• What is expected: In the entries below, count each line holding the word "dead". Answer with the total alone.

• Information:
◆ ◆ ◆ ◆ ◆ ◆ ◆

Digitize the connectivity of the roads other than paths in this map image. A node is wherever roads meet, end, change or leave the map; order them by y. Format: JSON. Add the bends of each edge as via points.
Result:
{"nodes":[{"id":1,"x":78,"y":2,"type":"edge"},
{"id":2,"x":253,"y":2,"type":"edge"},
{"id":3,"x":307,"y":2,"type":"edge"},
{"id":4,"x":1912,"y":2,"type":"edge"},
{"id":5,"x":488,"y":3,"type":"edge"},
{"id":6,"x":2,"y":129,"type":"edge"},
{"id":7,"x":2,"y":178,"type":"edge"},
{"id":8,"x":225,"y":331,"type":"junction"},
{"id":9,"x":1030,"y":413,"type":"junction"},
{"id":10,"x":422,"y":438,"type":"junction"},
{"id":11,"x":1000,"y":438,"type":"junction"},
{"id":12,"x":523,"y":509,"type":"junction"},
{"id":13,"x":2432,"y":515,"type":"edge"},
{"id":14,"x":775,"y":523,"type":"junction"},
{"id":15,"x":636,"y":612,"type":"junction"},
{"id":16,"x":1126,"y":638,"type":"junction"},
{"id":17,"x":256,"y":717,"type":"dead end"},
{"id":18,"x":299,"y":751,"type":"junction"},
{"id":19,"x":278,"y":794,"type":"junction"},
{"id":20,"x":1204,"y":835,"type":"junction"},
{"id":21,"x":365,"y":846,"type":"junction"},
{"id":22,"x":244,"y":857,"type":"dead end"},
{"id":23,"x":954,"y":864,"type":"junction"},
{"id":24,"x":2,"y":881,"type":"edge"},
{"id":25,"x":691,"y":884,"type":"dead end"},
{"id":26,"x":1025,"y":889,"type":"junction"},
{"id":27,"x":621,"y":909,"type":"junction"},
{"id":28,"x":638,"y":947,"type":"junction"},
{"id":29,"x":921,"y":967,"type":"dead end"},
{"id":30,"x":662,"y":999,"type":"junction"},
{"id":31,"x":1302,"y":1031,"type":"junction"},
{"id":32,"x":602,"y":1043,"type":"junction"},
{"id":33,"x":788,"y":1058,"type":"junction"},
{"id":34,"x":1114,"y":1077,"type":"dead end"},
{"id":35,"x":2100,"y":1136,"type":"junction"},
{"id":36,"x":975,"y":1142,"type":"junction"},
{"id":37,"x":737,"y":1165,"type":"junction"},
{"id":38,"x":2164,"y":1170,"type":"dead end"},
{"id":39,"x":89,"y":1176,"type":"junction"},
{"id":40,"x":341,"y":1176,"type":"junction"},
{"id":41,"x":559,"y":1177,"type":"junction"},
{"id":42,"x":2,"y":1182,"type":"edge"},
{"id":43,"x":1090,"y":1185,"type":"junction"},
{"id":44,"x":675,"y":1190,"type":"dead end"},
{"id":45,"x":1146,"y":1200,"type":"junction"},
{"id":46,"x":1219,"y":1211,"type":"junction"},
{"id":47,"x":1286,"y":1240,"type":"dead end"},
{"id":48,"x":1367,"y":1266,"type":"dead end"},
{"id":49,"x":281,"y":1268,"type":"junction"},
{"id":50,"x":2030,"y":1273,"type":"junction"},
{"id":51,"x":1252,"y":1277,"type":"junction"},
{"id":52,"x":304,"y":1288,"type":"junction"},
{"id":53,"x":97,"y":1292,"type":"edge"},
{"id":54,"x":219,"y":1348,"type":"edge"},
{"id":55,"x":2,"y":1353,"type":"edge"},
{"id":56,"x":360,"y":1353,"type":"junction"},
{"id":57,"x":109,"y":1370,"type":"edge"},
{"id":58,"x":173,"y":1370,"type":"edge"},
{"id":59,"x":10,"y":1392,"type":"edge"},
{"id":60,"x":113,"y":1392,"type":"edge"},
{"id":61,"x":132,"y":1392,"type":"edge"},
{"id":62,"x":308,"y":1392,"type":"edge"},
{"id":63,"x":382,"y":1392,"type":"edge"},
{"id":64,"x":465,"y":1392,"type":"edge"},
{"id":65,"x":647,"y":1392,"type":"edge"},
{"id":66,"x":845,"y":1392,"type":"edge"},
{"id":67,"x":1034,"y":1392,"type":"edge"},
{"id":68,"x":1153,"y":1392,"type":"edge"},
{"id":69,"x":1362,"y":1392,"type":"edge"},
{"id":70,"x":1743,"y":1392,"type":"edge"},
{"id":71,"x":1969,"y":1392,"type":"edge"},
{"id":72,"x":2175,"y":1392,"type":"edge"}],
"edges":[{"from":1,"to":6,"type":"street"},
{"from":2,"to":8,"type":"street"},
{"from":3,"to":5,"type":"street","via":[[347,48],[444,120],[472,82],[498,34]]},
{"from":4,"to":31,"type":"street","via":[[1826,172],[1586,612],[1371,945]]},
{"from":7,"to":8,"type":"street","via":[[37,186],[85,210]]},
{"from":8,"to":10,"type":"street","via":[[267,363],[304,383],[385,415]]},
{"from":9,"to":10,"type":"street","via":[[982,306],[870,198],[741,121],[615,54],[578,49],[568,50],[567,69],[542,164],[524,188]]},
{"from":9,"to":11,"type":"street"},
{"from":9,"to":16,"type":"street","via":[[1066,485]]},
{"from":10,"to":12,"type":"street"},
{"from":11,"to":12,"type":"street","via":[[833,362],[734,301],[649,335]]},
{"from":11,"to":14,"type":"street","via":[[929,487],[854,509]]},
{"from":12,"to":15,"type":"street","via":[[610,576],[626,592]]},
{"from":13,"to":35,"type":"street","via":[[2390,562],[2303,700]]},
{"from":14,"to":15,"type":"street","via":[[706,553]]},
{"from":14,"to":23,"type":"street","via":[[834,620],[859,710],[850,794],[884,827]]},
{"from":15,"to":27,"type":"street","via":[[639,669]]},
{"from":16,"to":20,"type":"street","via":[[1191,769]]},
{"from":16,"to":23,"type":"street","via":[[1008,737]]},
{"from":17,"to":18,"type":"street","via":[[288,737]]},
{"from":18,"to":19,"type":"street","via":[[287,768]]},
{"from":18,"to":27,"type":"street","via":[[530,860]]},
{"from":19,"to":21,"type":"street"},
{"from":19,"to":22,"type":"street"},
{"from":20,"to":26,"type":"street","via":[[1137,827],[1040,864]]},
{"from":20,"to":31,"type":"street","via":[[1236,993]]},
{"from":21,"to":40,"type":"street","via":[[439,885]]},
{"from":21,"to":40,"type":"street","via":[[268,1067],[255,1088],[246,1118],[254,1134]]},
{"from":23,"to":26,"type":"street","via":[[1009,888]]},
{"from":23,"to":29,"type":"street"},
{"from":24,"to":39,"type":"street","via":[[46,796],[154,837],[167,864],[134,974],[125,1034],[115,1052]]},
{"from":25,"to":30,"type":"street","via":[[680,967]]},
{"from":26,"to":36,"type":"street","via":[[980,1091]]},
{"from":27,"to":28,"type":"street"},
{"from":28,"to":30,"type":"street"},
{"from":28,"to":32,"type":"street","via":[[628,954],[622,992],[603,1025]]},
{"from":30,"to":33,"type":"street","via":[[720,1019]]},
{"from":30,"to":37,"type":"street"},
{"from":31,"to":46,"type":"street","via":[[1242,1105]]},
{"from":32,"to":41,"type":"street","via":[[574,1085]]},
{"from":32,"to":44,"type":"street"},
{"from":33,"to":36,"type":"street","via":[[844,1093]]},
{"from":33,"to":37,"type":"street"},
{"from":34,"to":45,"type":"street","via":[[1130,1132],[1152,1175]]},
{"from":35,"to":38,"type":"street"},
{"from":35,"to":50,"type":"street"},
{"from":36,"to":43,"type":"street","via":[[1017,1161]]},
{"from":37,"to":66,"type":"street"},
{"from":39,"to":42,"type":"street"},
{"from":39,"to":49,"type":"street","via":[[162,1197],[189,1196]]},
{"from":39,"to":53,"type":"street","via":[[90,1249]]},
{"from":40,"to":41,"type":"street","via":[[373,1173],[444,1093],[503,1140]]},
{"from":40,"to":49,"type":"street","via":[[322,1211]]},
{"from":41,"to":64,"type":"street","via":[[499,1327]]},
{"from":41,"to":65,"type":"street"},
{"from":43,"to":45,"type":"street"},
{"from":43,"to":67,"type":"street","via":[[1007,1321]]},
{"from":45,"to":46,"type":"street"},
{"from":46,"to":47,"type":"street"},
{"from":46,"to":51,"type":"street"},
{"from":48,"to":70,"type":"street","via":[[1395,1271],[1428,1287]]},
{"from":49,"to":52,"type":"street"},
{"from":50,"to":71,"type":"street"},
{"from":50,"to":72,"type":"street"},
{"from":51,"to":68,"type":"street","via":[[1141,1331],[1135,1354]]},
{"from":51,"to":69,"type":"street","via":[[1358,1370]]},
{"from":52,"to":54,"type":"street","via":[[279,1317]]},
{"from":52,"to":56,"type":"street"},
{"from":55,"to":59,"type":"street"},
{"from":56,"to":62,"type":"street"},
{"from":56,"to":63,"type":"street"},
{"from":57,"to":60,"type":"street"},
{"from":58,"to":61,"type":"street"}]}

◆ ◆ ◆ ◆ ◆ ◆ ◆

• Worked solution: 9